● **RECORDS SHOWN**
........
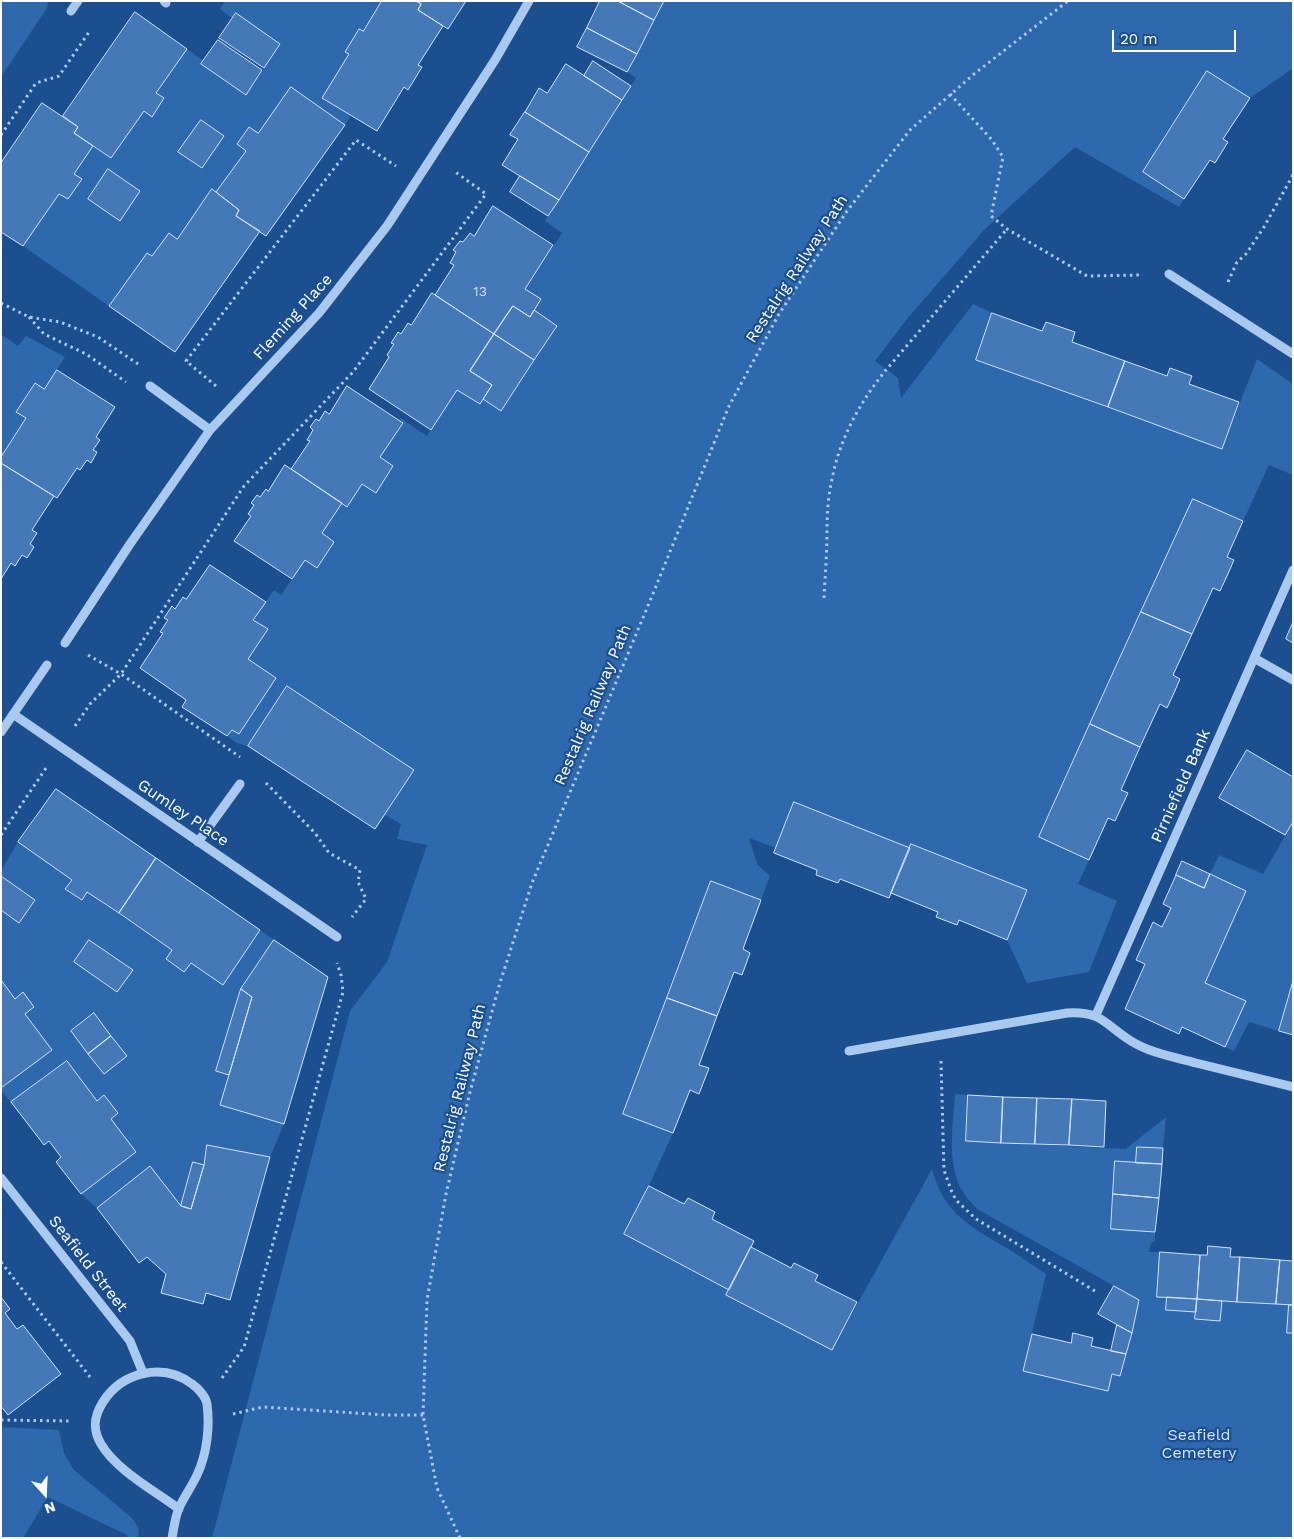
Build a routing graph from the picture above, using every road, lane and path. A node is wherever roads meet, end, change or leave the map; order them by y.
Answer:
1 (78, 1) edge
2 (529, 1) edge
3 (1068, 1) edge
4 (71, 10) dead end
5 (93, 25) dead end
6 (950, 94) junction
7 (1, 135) edge
8 (433, 156) junction
9 (1293, 175) edge
10 (417, 180) junction
11 (1008, 229) junction
12 (1169, 274) joint
13 (1, 303) edge
14 (1219, 306) junction
15 (29, 317) junction
16 (1293, 354) edge
17 (150, 386) junction
18 (193, 417) junction
19 (210, 430) junction
20 (1293, 570) edge
21 (824, 598) dead end
22 (65, 643) joint
23 (1254, 658) junction
24 (47, 665) dead end
25 (121, 674) junction
26 (1293, 680) edge
27 (13, 714) junction
28 (1, 732) edge
29 (61, 747) junction
30 (244, 761) dead end
31 (264, 781) dead end
32 (240, 784) dead end
33 (1, 834) edge
34 (198, 842) junction
35 (337, 937) junction
36 (1096, 1015) junction
37 (941, 1035) junction
38 (849, 1051) dead end
39 (1293, 1087) edge
40 (1, 1178) edge
41 (1, 1262) edge
42 (1095, 1291) dead end
43 (143, 1373) junction
44 (106, 1398) junction
45 (207, 1402) junction
46 (423, 1415) junction
47 (208, 1419) junction
48 (1, 1420) edge
49 (94, 1421) junction
50 (179, 1509) junction
51 (172, 1538) edge
52 (460, 1538) edge

1 - 4 street
2 - 8 street, Fleming Place
3 - 6 path, Restalrig Railway Path
5 - 7 path
6 - 11 path
6 - 46 path, Restalrig Railway Path
8 - 10 street, Fleming Place
8 - 25 path
9 - 14 path
10 - 18 path
10 - 19 street, Fleming Place
11 - 12 path
11 - 21 path
12 - 14 street
13 - 15 path
14 - 16 street
15 - 17 path
15 - 17 path
17 - 18 street
18 - 19 street
19 - 22 street, Fleming Place
20 - 23 street, Pirniefield Bank
22 - 25 path
23 - 26 street
23 - 36 street, Pirniefield Bank
24 - 27 street
25 - 29 path
25 - 30 path
27 - 28 street
27 - 29 street, Gumley Place
29 - 33 path
29 - 34 street, Gumley Place
31 - 35 path
32 - 34 street
34 - 35 street, Gumley Place
35 - 45 path
36 - 37 street
36 - 39 street
37 - 38 street
37 - 42 path
40 - 43 street, Seafield Street
41 - 44 path
43 - 44 street
43 - 45 street
44 - 49 street
45 - 47 street
46 - 47 path
46 - 52 path, Restalrig Railway Path
47 - 50 street
48 - 49 path
49 - 50 street
50 - 51 street

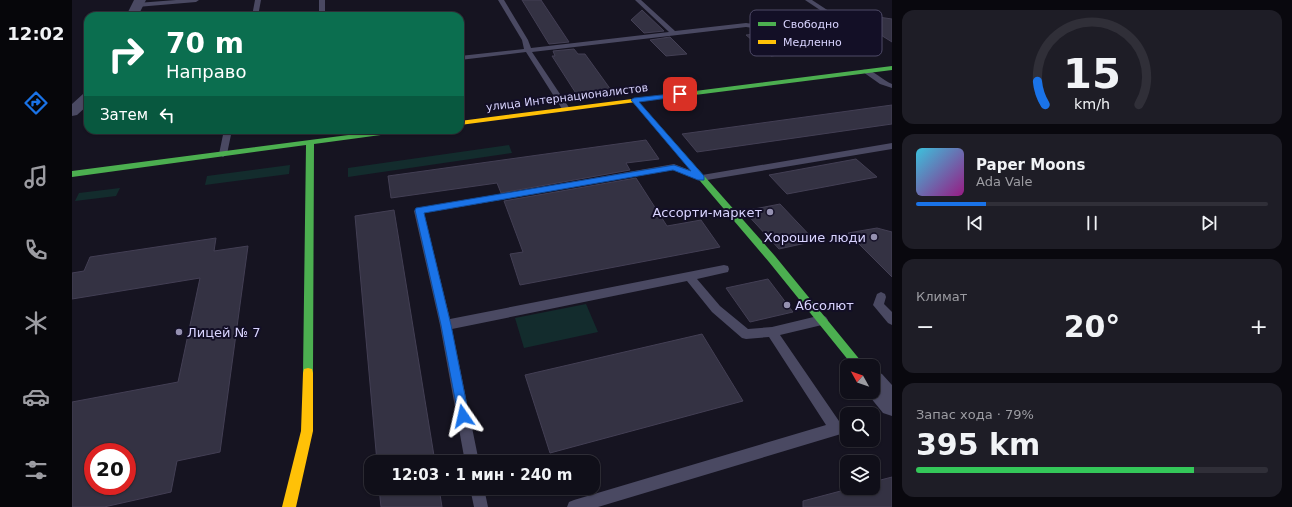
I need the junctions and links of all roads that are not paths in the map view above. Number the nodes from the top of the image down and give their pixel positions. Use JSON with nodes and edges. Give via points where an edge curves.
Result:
{"nodes":[{"id":1,"x":196,"y":0,"type":"edge"},
{"id":2,"x":258,"y":0,"type":"edge"},
{"id":3,"x":322,"y":0,"type":"edge"},
{"id":4,"x":501,"y":0,"type":"edge"},
{"id":5,"x":638,"y":0,"type":"edge"},
{"id":6,"x":808,"y":0,"type":"edge"},
{"id":7,"x":139,"y":2,"type":"edge"},
{"id":8,"x":823,"y":10,"type":"edge"},
{"id":9,"x":134,"y":12,"type":"edge"},
{"id":10,"x":256,"y":12,"type":"edge"},
{"id":11,"x":322,"y":12,"type":"edge"},
{"id":12,"x":750,"y":26,"type":"edge"},
{"id":13,"x":673,"y":33,"type":"junction"},
{"id":14,"x":528,"y":50,"type":"junction"},
{"id":15,"x":464,"y":58,"type":"edge"},
{"id":16,"x":892,"y":68,"type":"edge"},
{"id":17,"x":865,"y":71,"type":"junction"},
{"id":18,"x":892,"y":86,"type":"edge"},
{"id":19,"x":634,"y":100,"type":"junction"},
{"id":20,"x":84,"y":101,"type":"edge"},
{"id":21,"x":566,"y":109,"type":"junction"},
{"id":22,"x":72,"y":112,"type":"edge"},
{"id":23,"x":464,"y":122,"type":"edge"},
{"id":24,"x":227,"y":134,"type":"edge"},
{"id":25,"x":371,"y":134,"type":"edge"},
{"id":26,"x":310,"y":142,"type":"junction"},
{"id":27,"x":892,"y":146,"type":"edge"},
{"id":28,"x":223,"y":154,"type":"junction"},
{"id":29,"x":73,"y":175,"type":"edge"},
{"id":30,"x":701,"y":178,"type":"junction"},
{"id":31,"x":724,"y":269,"type":"dead end"},
{"id":32,"x":689,"y":276,"type":"junction"},
{"id":33,"x":881,"y":297,"type":"dead end"},
{"id":34,"x":822,"y":320,"type":"junction"},
{"id":35,"x":892,"y":320,"type":"edge"},
{"id":36,"x":446,"y":325,"type":"junction"},
{"id":37,"x":772,"y":332,"type":"junction"},
{"id":38,"x":854,"y":359,"type":"edge"},
{"id":39,"x":880,"y":390,"type":"edge"},
{"id":40,"x":892,"y":404,"type":"edge"},
{"id":41,"x":471,"y":455,"type":"edge"},
{"id":42,"x":478,"y":495,"type":"edge"},
{"id":43,"x":289,"y":507,"type":"edge"},
{"id":44,"x":480,"y":507,"type":"edge"},
{"id":45,"x":574,"y":507,"type":"edge"}],
"edges":[{"from":1,"to":7,"type":"lane"},
{"from":2,"to":10,"type":"lane"},
{"from":3,"to":11,"type":"lane"},
{"from":4,"to":14,"type":"lane","via":[[526,40]]},
{"from":5,"to":13,"type":"lane"},
{"from":6,"to":8,"type":"lane"},
{"from":7,"to":9,"type":"street"},
{"from":12,"to":13,"type":"lane"},
{"from":13,"to":14,"type":"lane"},
{"from":14,"to":15,"type":"lane"},
{"from":14,"to":21,"type":"lane"},
{"from":16,"to":17,"type":"street","name":"улица Интернационалистов"},
{"from":17,"to":18,"type":"lane","via":[[882,83]]},
{"from":17,"to":19,"type":"street","name":"улица Интернационалистов"},
{"from":19,"to":21,"type":"street","name":"улица Интернационалистов"},
{"from":19,"to":30,"type":"street"},
{"from":20,"to":22,"type":"street"},
{"from":21,"to":23,"type":"street","name":"улица Интернационалистов"},
{"from":24,"to":28,"type":"lane"},
{"from":25,"to":26,"type":"street"},
{"from":26,"to":28,"type":"street"},
{"from":26,"to":43,"type":"street","via":[[307,431]]},
{"from":27,"to":30,"type":"lane"},
{"from":28,"to":29,"type":"street"},
{"from":30,"to":34,"type":"street"},
{"from":30,"to":36,"type":"lane","via":[[674,167],[419,210]]},
{"from":31,"to":32,"type":"lane"},
{"from":32,"to":36,"type":"lane"},
{"from":32,"to":37,"type":"lane","via":[[716,309],[746,334]]},
{"from":33,"to":35,"type":"lane","via":[[878,305]]},
{"from":34,"to":37,"type":"lane"},
{"from":34,"to":38,"type":"street"},
{"from":36,"to":41,"type":"lane"},
{"from":37,"to":45,"type":"lane","via":[[836,429]]},
{"from":39,"to":40,"type":"street"},
{"from":42,"to":44,"type":"lane"}]}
........
● **TASK TO COMPLETE**
The answer is every line in the data where the word "Railway" appears.

● **RESULT BELOW**
3 - 6 path, Restalrig Railway Path
6 - 46 path, Restalrig Railway Path
46 - 52 path, Restalrig Railway Path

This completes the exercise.